Remembering Marston Daley, "The Little Imp of Cape Cod"
In his retirement, Marston Daley wrote an autobiography called, "The Little Imp of Cape Cod." In it, he said his mom gave him the name Marston because she thought it couldn't be made into a nickname. She was wrong. Marston had lots of nicknames. His mom called him the Little Imp. And he writes that over the years people called him Marst, Jim, Tim, even Bud. His wife Jean, who everyone calls Birdie, said that many people have another name for Marston.
"MacGyver," she said. "Remember that show MacGyver? He used to be able to put together some weird looking stuff and solve all sorts of problems. That was him."
From the Barnstable Senior center, to a military museum in New Hampshire, to a group of Habitat for Humanity homes in Hyannis, Daley liked to step-up and solve people's problems, particularly in his retirement years.
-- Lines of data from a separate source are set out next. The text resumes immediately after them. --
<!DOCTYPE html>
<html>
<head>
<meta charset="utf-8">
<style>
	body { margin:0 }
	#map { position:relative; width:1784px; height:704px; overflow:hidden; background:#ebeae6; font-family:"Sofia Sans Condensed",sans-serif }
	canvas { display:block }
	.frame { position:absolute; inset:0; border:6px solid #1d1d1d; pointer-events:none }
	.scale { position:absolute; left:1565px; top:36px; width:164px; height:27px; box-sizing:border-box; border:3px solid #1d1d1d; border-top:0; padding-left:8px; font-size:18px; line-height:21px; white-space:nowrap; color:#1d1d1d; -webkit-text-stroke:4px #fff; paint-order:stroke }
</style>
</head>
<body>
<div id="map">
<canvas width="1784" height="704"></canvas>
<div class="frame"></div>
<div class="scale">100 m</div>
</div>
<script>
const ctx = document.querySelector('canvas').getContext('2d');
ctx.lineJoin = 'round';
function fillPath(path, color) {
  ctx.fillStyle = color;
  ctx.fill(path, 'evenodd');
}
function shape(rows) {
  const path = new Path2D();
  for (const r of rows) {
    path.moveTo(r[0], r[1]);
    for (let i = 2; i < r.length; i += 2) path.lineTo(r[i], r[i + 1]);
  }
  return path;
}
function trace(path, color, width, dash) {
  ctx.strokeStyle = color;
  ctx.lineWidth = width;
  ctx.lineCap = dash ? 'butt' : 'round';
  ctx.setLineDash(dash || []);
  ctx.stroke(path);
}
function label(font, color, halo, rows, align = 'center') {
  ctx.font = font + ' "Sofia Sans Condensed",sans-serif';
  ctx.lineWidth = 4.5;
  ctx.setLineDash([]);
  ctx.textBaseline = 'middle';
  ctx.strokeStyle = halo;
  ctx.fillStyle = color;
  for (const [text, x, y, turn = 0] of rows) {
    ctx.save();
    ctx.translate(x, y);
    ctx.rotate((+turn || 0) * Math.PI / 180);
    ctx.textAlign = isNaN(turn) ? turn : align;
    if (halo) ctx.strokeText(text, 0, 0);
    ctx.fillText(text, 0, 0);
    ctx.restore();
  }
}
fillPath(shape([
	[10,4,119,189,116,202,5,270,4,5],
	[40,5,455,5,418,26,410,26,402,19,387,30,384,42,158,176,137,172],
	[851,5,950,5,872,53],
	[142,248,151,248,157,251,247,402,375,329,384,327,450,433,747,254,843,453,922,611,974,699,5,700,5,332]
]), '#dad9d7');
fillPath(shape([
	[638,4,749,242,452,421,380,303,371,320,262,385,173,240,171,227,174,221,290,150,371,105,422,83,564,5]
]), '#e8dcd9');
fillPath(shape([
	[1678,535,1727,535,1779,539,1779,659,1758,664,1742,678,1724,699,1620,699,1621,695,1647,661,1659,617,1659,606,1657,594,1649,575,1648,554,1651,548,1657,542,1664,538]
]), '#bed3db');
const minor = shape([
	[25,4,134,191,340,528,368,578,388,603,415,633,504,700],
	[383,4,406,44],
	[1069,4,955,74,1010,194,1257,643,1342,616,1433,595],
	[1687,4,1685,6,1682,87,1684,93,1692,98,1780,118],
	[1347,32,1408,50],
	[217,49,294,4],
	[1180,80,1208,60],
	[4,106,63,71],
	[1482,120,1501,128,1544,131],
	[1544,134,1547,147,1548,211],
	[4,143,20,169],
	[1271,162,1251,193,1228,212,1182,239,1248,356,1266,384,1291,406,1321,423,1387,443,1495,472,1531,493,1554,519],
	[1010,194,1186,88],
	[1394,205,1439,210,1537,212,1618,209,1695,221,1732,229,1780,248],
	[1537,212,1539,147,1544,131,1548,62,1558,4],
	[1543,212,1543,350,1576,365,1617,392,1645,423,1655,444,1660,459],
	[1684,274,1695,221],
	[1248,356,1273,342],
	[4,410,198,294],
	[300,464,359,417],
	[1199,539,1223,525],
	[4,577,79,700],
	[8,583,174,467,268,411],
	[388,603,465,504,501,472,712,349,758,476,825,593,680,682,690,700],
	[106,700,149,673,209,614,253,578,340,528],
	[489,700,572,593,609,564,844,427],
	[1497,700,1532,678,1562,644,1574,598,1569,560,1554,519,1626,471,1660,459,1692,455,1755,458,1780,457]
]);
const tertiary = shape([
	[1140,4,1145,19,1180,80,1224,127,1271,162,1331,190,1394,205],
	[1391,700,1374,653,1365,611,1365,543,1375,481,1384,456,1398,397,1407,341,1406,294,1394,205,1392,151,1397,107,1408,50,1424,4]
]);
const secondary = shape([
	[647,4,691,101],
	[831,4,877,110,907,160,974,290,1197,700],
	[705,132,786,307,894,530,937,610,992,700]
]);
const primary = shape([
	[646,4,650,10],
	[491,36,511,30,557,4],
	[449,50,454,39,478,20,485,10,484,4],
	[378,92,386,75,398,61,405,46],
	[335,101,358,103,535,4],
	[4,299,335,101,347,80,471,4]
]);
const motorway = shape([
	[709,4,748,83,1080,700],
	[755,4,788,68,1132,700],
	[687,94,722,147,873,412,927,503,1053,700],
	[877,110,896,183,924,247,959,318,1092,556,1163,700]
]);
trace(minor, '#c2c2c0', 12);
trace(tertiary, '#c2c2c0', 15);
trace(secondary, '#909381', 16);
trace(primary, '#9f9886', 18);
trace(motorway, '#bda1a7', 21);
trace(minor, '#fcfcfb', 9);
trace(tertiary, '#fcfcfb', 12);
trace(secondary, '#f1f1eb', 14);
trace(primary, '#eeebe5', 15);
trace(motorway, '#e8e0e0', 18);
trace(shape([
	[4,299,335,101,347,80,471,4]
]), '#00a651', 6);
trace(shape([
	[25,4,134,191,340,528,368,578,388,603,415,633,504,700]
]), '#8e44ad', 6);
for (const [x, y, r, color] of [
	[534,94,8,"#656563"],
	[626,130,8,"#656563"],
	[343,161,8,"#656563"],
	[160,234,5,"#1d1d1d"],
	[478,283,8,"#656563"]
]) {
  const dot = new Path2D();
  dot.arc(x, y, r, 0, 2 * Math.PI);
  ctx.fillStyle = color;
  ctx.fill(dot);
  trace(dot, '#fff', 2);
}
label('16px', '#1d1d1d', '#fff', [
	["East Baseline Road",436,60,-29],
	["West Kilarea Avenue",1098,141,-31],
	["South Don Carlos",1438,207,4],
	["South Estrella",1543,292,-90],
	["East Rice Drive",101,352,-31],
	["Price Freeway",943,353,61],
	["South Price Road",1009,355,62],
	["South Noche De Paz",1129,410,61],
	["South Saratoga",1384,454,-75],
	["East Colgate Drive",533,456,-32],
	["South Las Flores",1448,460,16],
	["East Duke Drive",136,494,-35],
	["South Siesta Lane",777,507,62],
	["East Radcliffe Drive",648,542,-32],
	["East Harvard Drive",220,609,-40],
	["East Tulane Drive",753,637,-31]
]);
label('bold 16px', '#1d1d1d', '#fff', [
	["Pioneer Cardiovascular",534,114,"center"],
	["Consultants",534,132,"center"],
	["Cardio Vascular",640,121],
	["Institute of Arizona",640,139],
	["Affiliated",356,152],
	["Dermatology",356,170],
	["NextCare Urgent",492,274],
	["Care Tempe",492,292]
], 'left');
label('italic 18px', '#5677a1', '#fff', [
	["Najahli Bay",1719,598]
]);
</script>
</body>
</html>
Professionally, he was a builder, and his truck always was carefully stocked with the proper tools -- and the proper clothes -- that a job might require. He built his first cottage in 1932 on a hillside at Cooks Brook in North Eastham. He leaves behind hundreds of houses and cottages that he and his crew of about 18 men constructed over his lifetime.
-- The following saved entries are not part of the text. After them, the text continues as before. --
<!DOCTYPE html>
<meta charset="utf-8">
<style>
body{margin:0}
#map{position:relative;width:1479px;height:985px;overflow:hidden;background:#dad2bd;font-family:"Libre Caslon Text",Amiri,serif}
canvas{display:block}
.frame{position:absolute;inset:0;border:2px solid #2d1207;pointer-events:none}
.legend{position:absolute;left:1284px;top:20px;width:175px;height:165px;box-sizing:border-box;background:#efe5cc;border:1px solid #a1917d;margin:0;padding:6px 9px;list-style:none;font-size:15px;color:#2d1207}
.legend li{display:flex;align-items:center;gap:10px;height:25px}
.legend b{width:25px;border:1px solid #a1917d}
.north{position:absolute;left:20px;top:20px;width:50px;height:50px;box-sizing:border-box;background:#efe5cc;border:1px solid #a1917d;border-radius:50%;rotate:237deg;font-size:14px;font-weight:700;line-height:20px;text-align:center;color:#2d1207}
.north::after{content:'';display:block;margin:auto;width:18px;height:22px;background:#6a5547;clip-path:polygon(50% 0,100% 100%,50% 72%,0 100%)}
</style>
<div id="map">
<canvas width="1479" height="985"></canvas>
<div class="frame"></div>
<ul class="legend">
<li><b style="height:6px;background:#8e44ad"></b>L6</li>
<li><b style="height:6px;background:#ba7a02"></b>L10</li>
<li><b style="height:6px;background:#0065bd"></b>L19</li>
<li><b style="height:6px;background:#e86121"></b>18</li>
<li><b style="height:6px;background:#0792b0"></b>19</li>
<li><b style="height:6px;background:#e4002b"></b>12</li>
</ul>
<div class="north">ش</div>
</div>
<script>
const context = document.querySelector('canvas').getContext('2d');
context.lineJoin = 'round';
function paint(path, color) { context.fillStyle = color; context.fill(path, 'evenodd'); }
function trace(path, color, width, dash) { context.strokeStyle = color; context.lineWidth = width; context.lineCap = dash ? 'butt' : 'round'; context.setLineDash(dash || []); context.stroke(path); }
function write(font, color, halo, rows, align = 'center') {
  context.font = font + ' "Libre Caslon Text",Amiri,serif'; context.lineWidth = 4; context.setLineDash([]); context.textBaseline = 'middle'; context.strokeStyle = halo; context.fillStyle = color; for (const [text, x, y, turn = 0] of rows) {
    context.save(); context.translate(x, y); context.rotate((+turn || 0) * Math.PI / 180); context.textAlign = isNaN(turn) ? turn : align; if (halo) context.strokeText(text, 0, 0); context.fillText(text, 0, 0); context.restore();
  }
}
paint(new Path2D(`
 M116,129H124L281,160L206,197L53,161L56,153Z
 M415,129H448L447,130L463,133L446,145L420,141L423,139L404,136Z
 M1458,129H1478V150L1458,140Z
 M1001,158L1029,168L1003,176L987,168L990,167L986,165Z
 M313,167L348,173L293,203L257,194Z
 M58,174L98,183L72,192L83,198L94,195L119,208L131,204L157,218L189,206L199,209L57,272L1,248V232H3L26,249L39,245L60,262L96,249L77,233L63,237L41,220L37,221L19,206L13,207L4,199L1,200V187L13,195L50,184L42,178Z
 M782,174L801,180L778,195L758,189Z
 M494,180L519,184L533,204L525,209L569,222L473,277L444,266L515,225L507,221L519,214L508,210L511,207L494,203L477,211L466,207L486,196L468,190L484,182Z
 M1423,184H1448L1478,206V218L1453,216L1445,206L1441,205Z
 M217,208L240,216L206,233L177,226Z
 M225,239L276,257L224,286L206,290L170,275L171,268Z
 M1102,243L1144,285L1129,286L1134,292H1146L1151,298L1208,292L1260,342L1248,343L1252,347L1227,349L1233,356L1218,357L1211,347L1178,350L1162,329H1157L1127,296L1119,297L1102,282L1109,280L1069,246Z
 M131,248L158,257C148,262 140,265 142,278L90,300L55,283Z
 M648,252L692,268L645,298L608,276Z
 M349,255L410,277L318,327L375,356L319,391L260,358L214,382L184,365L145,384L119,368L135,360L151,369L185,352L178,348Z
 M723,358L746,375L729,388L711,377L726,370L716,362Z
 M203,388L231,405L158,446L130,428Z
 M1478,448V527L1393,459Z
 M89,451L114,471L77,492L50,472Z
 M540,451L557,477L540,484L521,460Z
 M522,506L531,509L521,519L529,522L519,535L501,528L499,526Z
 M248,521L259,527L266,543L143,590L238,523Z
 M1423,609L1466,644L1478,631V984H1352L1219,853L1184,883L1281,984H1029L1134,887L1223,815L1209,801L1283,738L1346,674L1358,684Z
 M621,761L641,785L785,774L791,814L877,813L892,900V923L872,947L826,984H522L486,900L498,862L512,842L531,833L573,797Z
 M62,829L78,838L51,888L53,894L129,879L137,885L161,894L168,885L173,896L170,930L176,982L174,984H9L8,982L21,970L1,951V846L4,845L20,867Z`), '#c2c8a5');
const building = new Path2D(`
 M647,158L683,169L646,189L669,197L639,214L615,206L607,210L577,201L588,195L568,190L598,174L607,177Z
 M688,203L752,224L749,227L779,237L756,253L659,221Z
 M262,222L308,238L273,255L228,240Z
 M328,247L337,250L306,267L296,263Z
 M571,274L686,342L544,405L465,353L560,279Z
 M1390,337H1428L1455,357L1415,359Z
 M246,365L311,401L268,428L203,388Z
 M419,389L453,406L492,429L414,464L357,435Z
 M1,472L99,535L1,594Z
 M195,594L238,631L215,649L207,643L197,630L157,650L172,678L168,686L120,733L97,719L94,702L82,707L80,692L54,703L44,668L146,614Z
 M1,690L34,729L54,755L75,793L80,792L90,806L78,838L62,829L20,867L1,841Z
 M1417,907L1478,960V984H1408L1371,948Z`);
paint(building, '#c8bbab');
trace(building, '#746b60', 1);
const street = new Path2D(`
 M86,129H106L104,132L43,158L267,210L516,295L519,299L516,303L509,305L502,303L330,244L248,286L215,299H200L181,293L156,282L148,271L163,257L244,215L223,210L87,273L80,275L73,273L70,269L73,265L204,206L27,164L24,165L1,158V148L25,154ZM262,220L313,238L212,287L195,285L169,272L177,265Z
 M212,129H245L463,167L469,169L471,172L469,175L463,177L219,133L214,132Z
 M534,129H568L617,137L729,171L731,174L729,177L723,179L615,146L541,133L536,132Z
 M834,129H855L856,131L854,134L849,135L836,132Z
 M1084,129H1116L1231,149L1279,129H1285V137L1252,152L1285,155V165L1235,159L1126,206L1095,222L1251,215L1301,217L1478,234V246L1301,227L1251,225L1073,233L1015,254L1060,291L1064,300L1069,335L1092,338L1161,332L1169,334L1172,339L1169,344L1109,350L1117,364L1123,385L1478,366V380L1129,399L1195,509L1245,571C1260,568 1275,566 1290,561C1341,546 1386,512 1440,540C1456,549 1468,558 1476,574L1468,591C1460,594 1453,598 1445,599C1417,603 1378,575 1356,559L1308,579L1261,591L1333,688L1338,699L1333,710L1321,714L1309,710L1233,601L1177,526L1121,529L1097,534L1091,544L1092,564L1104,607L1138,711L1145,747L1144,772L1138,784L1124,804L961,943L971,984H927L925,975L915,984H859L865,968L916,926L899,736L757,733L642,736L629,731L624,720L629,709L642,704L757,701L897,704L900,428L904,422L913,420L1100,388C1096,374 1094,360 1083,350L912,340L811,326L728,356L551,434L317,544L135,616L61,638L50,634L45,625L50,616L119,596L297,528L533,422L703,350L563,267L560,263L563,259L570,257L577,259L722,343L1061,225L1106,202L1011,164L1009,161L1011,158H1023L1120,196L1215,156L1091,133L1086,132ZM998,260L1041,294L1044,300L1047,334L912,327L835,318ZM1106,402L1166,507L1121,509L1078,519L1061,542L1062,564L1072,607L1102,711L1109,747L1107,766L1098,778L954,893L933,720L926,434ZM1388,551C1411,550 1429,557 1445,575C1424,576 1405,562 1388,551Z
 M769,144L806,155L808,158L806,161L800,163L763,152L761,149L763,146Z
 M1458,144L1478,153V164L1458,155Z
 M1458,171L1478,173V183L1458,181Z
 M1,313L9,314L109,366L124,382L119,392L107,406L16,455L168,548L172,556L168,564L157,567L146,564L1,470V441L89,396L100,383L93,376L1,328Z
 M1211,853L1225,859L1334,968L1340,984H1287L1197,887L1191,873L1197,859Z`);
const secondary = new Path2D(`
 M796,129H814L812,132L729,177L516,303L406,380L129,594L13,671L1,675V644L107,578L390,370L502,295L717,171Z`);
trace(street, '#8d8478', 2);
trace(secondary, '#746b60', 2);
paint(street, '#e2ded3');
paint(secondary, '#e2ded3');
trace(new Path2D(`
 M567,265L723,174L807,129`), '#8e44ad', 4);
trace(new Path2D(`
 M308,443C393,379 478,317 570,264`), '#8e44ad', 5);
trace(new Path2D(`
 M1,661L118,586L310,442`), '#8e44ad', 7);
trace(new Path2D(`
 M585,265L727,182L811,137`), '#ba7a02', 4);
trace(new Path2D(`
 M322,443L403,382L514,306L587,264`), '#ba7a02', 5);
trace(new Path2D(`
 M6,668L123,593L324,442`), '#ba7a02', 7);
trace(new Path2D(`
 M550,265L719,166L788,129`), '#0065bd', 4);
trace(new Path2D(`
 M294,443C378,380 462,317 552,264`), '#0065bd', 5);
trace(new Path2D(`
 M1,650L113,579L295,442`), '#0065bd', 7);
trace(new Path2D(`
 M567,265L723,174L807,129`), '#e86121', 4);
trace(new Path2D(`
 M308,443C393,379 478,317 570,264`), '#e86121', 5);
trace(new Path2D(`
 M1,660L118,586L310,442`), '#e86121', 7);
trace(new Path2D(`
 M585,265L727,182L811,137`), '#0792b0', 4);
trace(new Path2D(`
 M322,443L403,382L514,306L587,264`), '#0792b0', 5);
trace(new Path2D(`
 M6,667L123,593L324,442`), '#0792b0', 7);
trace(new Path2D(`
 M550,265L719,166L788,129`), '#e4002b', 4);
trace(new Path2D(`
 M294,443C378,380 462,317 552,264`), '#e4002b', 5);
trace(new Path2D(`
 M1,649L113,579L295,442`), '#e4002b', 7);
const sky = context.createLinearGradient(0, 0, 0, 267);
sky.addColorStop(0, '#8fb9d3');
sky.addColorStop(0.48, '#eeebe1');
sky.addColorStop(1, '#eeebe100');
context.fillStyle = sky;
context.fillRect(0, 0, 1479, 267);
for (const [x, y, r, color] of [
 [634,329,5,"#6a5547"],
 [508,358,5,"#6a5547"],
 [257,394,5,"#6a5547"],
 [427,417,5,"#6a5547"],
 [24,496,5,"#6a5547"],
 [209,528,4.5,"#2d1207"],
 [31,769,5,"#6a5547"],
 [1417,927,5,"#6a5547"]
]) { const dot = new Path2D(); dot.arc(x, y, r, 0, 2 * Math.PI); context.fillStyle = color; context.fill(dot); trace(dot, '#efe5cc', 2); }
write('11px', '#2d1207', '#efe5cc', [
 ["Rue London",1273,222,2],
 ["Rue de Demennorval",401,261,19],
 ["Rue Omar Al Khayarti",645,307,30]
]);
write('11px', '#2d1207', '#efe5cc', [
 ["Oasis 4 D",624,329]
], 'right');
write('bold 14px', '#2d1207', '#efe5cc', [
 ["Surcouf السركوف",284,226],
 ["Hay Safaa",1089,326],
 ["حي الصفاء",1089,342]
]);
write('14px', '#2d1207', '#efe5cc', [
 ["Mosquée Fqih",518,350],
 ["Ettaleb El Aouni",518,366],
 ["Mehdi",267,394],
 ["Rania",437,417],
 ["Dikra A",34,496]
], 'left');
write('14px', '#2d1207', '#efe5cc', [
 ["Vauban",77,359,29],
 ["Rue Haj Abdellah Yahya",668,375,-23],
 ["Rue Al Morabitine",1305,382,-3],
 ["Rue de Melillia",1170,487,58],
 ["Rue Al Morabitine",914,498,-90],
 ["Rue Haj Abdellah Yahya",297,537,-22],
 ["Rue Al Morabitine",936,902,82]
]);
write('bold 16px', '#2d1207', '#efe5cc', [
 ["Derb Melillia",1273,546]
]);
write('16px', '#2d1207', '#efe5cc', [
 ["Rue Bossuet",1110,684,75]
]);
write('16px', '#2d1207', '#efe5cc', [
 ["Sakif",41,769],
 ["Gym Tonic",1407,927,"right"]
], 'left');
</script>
"There was street after street," Jean remembered, "and he'd say, 'I bought this land and built all these houses here. And they were all Cape Cod style, beautiful homes. People even today that we would meet, 'Oh, I'm so glad you built my house!'"
It's all in Daley's book, which Jean said he wrote when he was in his mid-70s. Marston always needed something to do, she said, and the book was another project.
"He sat down with a typewriter at the table, and I said, 'What are you doing?' He said, 'I'm writing my life. I thought I'd give it a try.' And it turned out to be a very charming little book."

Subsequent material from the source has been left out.